> _Dataset entries_

==========

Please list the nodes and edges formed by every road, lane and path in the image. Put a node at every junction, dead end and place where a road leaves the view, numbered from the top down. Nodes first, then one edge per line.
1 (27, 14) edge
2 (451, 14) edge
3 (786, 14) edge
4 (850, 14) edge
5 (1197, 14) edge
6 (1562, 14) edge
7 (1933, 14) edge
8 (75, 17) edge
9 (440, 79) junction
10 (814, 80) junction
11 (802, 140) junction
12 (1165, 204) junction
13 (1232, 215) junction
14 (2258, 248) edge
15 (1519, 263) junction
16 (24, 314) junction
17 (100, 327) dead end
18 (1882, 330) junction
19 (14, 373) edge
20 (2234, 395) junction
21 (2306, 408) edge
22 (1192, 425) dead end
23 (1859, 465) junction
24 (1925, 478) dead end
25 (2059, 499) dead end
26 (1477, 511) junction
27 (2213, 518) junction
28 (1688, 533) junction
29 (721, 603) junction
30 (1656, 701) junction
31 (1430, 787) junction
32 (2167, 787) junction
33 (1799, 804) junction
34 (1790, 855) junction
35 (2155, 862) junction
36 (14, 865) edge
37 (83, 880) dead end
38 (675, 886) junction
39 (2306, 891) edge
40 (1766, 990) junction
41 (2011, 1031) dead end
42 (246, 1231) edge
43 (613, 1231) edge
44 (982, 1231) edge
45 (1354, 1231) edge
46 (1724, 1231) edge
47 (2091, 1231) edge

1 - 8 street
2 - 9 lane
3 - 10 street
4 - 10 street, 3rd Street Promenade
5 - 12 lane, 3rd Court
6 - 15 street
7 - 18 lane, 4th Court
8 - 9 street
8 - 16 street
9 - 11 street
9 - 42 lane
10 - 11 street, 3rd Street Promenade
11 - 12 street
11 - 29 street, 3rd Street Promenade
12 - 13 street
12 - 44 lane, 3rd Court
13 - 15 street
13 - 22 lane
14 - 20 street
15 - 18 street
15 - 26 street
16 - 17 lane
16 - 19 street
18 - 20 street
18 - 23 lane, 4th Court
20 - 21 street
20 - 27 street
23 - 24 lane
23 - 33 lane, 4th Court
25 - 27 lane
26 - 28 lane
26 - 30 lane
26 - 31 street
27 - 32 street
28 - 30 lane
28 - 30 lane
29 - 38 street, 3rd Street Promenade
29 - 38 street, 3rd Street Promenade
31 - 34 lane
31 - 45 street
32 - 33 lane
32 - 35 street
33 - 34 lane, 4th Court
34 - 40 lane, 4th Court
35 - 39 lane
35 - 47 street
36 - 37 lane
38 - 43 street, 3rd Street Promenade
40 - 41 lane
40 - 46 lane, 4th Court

==========

> _WHAT YOU HAVE TO DO_
For the word "Court", find all matching lines in the entries above and copy them out.

> _ANSWER BELOW_
5 - 12 lane, 3rd Court
7 - 18 lane, 4th Court
12 - 44 lane, 3rd Court
18 - 23 lane, 4th Court
23 - 33 lane, 4th Court
33 - 34 lane, 4th Court
34 - 40 lane, 4th Court
40 - 46 lane, 4th Court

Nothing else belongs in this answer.